Taking computer science as a foreign language could soon be possible

Chuck Bednar for redOrbit.com – Your Universe Online
Classes in computer science or programming could soon count towards the foreign language requirements of colleges in some states, various media outlets reported last week.
According to Ars Technica, two Washington state legislators have introduced a bill that would allow computer programming courses to fulfill the foreign language requirements of universities in that state. The proposed law, House Bill 1445, would amend current regulations which only recognize “any natural language” that is “formally studied.”
On Wednesday, House Bill 1445 was presented in front of the Washington State House of Representatives Committee on Higher Education, and its author told the wesbite that while he believed in a “well-rounded” education that included learning a second language,  he felt that such classes will not be effective for those taking them for the first time in high school.
“If we were serious, we would put language in our elementary schools when the brain is mapping in a different way, and we would have kids fluent by 6th or 7th grade. By high school it’s just a way for kids to get into college,” Representative Chris Reykdal said. “If we’re serious about language, we should embed it earlier.”
Conversely, Reykdal noted that the high-paying computer science industry is expanding rapidly, and that more employment opportunities are popping up in that field than there are people to fill them. Allowing college students to use programming classes towards a collegiate foreign language requirement would help those getting into the field prepare for their future careers.
Other states also considering this
Washington is not the only state to be considering such a proposal. In late January, the Washington Post reported that a New Mexico legislator had introduced a similar bill, which would allow programming classes to fulfill state-level foreign language requirements for public school students.

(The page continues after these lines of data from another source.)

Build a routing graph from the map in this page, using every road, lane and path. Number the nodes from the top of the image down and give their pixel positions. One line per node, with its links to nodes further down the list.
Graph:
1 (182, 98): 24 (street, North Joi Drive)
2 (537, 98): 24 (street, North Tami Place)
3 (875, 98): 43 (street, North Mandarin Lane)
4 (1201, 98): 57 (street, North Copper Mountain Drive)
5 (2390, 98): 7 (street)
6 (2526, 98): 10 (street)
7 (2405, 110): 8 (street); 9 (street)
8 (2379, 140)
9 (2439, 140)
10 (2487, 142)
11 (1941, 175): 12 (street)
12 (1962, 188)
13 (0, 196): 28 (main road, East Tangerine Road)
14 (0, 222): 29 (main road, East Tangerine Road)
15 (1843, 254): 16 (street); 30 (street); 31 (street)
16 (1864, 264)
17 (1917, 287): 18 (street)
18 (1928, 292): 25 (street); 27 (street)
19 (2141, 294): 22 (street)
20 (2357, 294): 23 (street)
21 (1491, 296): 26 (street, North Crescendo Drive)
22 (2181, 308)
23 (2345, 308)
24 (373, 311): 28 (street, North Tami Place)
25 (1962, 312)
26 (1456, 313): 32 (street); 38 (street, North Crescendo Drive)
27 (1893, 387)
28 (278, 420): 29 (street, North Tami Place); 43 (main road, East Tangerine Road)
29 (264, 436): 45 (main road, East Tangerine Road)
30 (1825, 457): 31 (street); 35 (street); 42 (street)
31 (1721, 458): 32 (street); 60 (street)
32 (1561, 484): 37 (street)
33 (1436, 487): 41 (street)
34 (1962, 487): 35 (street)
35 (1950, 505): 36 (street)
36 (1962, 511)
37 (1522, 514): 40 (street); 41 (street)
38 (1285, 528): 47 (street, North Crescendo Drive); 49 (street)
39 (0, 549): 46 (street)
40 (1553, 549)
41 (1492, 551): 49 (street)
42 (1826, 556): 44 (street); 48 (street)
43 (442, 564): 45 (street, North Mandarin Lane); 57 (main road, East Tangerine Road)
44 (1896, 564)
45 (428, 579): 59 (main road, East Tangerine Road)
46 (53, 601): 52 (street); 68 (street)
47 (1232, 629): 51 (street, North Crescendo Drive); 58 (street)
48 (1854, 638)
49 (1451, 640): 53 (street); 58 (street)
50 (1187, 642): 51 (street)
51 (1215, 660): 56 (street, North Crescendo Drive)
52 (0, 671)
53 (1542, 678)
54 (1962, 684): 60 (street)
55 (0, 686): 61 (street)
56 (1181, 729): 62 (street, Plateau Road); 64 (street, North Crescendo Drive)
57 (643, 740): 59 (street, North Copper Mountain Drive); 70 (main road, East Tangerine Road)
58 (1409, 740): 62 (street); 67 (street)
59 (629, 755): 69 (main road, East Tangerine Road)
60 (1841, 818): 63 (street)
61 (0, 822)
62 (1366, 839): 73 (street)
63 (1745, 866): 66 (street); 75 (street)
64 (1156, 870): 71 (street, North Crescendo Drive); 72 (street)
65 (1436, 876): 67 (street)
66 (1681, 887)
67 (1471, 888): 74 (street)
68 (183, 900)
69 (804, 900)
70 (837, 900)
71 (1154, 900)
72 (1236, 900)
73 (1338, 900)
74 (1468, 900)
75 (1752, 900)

State senator Jacob Candelaria, the sponsor of the bill, said that doing so would give youngsters the skills needed to get ahead in what the paper calls “a computer-oriented economy.” In order to graduate, high school students in his state current have to take at least one course in a language other than English. The bill would allow HTML or JavaScript to count as that language.
“We still have work to do in figuring out how state government adapts to a very different world,” Candelaria told the Albuquerque Journal, adding that it would be up to each district whether or not they offered the programming classes in lieu of foreign language courses. “Districts could still teach Latin, French or Spanish, but it provides the incentive for them to incorporate (computer) coding into their curriculum without it being an unfunded mandate.”
Kentucky Senate President Pro Tem David Givens also introduced a similar bill in his state’s legislature last month, according to the Associated Press. Givens told reporters that computer programming qualified as a language and that it was “foreign to a lot of people.” His bill would allow computer courses to count towards both the graduation requirements of high schools and the admissions requirements required by public universities in Kentucky.
He added that the change was needed to help prepare future workers to take on programming careers expected to become available in the near future. The measure was approved in the Senate last year but failed to make it out of the house, the AP said, adding that critics of the bill argue that it could sacrifice classes that are equally important in helping students compete in the workforce.